Bahwa PT. Pos Indonesia dalam melaksanakan kegiatan usahanya dibidang pelayanan jasa pos, berkaitan dengan hak konsumen untuk mendapatkan kenyamanan, keamanan dan keselamatan dalam mengkonsumsi barang dan/atau jasa sebagaimana termuat dalam Pasal 4 huruf a Undang-Undang No. 8 Tahun 1999 Tentang Perlindungan Konsumen, telah terpenuhi melalui PKS 18/DIRTEKJASKUG/0210 dalam Pasal 1 ayat (8) yang mengatakan nomor referensi merupakan nomor unique sebagai pengaman bukti keabsahan pembayaran setiap transaksi, Pasal 4 ayat (5) dimana PT. Pos Indonesia wajib menyediakan back up jaringan komunikasi data, Pasal 5 ayat (1) yang mengatakan bahwa Pos akan menjamin segala layanan-layanan yang telah disepakati dengan PT. PLN, Pasal 5 ayat (3) yang mengatakan bahwa PT. Pos menjamin akan menyetorkan hasil penerimaan pembayaran tagihan listrik dan tagihan lainnya secara terpusat ke rekening PT. PLN, Pasal 11 ayat (9) yang mengatakan bahwa PT. Pos berkewajiban untuk menjaga keandalan dan pelayanan PT. Pos Indonesia, SE 18C/DIRBISKUG/0306 Tanggal 8 Maret 2006 disebutkan bahwa sebelum PT. Pos menyetorkan dana dan data-data kepada PT. PLN, PT. Pos melakukan

rekonsiliasi data yang telah diterima dengan switching company untuk mengecek kesesuaian laporan yang diterima PT. Pos Indonesia dan PT. PLN, serta data primer yang mengatakan PT. Pos akan menindaklanjuti apabila ada keterlambatan maupun kehilangan bukti penerimaan pembayaran rekening listrik.

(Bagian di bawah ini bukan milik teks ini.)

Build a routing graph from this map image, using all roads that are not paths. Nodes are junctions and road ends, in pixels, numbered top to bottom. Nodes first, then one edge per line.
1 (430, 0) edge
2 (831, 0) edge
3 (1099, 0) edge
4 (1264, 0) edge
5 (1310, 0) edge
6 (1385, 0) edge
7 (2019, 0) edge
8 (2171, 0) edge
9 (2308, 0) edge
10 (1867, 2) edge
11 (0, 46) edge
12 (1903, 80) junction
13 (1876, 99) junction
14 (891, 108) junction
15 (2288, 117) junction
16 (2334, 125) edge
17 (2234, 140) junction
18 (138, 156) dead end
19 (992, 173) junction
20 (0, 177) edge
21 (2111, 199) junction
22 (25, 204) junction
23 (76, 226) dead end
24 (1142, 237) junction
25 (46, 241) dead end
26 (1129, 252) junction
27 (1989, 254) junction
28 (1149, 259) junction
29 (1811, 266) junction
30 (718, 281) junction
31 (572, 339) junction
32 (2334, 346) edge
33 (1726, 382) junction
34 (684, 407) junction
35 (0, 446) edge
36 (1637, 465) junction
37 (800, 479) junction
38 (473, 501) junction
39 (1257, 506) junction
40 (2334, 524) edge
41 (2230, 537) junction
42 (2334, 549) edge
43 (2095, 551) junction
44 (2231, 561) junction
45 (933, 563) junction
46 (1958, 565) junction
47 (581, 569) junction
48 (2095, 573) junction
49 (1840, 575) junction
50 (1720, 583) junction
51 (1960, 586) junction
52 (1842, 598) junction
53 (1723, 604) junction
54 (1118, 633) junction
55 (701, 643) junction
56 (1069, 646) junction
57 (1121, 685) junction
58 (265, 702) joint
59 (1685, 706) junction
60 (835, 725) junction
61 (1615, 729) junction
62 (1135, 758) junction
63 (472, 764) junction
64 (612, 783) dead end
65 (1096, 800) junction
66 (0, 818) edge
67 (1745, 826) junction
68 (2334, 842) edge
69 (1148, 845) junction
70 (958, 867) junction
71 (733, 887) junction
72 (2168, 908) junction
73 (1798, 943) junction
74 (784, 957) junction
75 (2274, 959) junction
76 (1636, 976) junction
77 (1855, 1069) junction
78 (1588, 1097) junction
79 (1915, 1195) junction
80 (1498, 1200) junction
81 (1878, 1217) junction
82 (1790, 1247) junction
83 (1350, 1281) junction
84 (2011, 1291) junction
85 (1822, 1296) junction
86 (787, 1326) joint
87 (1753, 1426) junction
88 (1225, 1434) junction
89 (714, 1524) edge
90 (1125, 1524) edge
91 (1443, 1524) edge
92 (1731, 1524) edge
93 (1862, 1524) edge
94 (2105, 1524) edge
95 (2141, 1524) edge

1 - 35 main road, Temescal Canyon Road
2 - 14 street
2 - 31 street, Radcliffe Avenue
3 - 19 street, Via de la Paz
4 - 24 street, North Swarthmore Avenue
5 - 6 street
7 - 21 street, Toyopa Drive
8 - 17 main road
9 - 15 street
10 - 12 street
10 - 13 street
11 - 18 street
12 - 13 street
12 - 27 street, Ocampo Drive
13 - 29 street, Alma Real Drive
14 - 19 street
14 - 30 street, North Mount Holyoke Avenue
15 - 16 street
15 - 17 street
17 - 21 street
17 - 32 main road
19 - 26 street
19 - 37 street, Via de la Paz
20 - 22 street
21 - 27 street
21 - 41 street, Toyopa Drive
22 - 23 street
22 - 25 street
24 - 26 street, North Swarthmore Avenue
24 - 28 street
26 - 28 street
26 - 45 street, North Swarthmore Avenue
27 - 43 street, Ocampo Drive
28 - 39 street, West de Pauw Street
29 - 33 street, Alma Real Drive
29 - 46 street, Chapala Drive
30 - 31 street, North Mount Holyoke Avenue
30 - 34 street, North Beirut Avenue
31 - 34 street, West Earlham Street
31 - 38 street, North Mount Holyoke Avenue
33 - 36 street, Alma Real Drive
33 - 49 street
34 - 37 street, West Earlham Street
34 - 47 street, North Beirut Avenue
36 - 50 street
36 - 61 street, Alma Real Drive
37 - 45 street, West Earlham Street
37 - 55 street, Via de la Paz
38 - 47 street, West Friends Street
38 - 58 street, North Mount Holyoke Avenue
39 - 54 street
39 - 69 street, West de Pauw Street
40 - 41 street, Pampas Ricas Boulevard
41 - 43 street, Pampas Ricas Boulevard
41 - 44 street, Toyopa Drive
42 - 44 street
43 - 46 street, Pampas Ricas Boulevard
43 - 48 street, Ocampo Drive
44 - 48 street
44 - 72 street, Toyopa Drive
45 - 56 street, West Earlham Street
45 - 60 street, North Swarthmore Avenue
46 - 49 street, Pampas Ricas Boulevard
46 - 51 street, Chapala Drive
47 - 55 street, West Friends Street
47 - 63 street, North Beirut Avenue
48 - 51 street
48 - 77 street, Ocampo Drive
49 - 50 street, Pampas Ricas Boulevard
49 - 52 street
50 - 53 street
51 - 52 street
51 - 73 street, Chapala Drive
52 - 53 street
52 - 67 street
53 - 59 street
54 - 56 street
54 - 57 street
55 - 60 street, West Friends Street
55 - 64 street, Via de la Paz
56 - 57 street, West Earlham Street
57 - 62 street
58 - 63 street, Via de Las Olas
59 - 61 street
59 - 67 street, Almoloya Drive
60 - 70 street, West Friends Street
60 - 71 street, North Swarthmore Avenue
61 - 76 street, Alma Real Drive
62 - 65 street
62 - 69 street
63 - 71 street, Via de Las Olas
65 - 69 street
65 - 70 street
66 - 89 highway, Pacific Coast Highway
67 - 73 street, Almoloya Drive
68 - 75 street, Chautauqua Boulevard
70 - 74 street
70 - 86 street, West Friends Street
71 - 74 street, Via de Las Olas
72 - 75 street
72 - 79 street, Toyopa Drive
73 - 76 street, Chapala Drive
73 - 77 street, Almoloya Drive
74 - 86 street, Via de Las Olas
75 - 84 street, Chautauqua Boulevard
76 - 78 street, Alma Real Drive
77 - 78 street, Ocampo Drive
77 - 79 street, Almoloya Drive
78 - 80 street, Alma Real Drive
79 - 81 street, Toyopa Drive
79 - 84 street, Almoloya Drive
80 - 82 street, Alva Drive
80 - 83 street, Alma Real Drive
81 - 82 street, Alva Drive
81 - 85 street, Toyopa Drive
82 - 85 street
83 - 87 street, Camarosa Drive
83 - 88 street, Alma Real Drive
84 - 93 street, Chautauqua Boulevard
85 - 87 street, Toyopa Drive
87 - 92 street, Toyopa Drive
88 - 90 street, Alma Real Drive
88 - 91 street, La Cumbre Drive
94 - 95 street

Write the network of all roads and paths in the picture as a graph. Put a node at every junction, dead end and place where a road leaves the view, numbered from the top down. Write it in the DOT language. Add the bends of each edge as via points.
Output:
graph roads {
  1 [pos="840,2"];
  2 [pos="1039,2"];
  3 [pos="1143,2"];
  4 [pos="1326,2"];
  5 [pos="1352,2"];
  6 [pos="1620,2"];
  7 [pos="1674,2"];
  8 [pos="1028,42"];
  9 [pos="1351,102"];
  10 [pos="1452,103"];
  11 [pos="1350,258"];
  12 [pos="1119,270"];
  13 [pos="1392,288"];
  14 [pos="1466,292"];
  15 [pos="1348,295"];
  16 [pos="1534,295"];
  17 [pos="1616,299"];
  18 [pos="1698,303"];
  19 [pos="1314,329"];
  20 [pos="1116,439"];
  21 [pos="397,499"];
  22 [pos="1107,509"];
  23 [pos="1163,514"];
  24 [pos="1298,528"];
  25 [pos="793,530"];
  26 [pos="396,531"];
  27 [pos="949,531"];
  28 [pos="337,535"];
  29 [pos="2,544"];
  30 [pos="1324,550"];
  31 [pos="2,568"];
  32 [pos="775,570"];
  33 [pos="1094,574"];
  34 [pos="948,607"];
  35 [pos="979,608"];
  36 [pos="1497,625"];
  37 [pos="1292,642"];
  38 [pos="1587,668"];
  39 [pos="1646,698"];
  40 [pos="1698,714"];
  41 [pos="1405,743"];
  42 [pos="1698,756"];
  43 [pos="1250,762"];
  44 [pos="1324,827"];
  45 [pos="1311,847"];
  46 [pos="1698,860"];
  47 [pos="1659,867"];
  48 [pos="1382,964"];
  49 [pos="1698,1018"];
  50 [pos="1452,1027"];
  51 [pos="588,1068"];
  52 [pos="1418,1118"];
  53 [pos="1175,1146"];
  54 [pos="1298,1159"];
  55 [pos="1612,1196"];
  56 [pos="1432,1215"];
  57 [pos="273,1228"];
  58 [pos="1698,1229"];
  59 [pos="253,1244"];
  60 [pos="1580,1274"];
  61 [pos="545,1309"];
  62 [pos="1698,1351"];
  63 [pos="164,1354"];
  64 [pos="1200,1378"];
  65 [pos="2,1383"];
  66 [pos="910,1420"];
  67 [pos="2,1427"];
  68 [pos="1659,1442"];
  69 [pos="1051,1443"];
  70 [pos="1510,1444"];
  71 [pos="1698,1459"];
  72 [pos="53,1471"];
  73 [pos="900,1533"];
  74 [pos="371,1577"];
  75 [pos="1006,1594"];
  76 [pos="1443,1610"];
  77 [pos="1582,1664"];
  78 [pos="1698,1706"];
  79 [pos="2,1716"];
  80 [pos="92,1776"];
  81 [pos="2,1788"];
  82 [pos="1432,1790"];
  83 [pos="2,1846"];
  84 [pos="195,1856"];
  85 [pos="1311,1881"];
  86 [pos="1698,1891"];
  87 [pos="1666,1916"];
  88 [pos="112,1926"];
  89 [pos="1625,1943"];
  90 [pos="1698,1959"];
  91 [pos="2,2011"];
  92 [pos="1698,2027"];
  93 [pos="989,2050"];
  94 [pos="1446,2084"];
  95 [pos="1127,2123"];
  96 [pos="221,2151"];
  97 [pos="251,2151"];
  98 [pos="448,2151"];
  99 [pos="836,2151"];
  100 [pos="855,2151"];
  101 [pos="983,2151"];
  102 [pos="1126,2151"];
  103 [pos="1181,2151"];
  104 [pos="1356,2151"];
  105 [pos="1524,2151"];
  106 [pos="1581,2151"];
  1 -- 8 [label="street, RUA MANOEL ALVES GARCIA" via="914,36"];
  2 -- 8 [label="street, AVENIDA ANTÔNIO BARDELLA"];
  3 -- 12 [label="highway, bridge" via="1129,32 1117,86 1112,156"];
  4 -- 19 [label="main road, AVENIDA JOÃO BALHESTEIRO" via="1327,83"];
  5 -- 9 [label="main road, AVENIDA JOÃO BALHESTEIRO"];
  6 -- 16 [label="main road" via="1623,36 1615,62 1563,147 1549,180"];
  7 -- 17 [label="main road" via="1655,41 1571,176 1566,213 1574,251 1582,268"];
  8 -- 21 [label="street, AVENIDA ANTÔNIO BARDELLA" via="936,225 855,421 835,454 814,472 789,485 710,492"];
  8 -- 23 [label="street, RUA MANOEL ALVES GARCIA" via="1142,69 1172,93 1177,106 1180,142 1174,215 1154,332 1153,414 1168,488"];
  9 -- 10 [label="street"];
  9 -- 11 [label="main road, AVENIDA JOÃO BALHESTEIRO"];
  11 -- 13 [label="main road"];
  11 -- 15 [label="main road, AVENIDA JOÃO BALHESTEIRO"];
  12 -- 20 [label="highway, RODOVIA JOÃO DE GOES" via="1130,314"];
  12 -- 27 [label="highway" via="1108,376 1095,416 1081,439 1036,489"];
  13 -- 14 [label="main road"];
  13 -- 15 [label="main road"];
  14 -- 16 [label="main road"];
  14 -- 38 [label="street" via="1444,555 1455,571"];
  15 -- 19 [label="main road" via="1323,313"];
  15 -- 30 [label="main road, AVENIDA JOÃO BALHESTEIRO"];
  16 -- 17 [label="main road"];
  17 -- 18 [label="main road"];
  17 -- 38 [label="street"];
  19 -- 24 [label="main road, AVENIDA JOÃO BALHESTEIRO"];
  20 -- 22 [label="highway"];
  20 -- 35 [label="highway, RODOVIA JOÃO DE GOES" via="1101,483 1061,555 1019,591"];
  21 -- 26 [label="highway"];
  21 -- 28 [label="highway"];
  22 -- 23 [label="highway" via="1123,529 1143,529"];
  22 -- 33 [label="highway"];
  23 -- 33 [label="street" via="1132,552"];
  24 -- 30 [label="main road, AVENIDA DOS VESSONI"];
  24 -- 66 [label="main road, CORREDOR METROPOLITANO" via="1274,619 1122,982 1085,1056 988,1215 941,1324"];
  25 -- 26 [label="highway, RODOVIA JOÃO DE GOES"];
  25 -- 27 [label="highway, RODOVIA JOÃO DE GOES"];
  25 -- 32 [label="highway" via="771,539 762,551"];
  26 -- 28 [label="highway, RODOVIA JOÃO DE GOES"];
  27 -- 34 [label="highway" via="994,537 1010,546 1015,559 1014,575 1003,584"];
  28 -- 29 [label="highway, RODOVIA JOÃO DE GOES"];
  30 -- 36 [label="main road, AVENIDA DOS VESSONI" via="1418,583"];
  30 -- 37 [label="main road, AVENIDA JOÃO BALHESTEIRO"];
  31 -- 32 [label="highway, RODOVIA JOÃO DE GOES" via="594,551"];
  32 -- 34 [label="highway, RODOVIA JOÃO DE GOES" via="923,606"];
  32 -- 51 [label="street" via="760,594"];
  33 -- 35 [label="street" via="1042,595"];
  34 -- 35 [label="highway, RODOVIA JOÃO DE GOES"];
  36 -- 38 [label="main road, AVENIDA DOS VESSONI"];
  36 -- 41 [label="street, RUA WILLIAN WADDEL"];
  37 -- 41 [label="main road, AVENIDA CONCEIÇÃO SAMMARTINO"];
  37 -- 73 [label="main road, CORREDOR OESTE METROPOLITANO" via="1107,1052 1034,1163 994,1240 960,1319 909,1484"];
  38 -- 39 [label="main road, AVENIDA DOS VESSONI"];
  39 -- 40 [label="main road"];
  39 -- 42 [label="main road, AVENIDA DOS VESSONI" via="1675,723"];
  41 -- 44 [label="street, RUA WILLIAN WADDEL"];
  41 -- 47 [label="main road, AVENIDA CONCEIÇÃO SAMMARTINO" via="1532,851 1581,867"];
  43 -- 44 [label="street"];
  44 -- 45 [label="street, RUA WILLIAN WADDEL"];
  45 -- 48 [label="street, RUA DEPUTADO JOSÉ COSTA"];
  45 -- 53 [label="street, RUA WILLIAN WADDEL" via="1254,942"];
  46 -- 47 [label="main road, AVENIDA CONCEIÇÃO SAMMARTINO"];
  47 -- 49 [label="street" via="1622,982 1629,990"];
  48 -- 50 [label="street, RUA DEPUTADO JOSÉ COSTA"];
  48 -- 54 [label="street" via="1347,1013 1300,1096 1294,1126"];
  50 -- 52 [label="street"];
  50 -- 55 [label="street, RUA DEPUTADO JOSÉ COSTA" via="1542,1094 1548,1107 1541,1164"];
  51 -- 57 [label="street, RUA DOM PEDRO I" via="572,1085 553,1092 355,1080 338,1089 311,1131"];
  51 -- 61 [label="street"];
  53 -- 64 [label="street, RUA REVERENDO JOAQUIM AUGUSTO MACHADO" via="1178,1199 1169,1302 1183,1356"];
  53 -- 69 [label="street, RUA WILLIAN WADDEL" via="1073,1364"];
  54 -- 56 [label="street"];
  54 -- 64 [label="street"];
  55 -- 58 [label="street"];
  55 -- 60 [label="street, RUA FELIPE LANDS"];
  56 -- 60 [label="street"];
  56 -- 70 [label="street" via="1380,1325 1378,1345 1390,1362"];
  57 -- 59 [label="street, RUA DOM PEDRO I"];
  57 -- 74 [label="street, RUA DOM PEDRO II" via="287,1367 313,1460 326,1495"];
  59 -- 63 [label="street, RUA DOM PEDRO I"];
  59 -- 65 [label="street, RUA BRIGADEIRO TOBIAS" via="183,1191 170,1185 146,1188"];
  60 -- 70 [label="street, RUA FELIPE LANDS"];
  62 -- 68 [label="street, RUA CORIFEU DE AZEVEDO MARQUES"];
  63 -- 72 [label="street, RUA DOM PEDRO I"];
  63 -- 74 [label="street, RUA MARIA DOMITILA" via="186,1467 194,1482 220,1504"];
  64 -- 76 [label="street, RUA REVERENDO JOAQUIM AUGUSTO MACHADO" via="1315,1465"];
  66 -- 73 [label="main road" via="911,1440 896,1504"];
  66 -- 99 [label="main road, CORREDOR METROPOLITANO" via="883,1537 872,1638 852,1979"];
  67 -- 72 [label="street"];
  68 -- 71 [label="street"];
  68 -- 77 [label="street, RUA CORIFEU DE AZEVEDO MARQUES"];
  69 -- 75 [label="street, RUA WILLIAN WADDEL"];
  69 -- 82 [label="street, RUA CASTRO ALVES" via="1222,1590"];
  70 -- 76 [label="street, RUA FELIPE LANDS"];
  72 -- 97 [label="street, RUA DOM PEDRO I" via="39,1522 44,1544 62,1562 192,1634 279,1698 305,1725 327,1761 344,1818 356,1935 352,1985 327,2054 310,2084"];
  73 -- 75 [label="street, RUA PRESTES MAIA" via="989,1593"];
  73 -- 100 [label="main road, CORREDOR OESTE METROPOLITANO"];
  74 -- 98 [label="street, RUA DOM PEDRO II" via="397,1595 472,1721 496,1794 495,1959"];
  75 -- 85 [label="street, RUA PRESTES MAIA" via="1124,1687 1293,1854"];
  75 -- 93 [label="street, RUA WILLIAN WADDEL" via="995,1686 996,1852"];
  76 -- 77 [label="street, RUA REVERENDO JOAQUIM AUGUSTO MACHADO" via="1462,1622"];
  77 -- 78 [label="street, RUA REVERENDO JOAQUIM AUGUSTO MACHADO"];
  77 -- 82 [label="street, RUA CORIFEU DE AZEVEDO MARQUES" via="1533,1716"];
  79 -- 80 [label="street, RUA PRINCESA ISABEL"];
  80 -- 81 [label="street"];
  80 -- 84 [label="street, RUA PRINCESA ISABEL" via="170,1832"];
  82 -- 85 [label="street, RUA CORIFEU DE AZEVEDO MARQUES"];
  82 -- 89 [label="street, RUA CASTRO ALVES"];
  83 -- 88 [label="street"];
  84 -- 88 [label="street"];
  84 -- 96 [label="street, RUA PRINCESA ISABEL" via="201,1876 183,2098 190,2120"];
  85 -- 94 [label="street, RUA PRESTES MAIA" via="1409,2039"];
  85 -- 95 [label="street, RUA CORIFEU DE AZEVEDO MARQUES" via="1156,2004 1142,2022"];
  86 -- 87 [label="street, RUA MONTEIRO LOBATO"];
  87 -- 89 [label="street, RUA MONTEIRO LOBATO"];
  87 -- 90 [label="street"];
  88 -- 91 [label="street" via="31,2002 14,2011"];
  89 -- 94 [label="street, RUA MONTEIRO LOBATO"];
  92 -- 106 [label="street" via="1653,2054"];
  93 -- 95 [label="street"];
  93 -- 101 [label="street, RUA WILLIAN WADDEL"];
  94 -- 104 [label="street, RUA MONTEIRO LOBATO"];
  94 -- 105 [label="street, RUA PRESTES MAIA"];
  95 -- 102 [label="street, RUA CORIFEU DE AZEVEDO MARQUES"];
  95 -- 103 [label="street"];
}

Berkaitan dengan hak konsumen untuk mendapatkan kompensasi, ganti rugi dan/atau penggantian apabila barang dan/atau jasa yang diterima tidak sesuai dengan perjanjian atau tidak sebagaimana mestinya sebagaimana termuat dalam Pasal 4 huruf h Undang-Undang No. 8 Tahun 1999 Tentang Perlindungan Konsumen, hal ini juga telah terpenuhi melalui PKS 18/DIRTEKJASKUG/0210 Pasal 7 ayat (7) yang mengatakan bahwa PT. Pos akan dikenai denda apabila terjadi keterlambatan dalam menyetorkan hasil pembayaran tagihan listrik dan tagihan lainnya secara terpusat sesuai dengan lama keterlambatan, dalam SE 18C/DIRBISKUG/0306 Tanggal 8 Maret 2006 yang menyebutkan PT. Pos akan mengganti kerugian apabila pembayaran tagihan Listrik tidak sampai kepada pihak PT. PLN, data primer yang mengatakan bahwa ganti rugi sesuai dengan perundang undangan yang berlaku.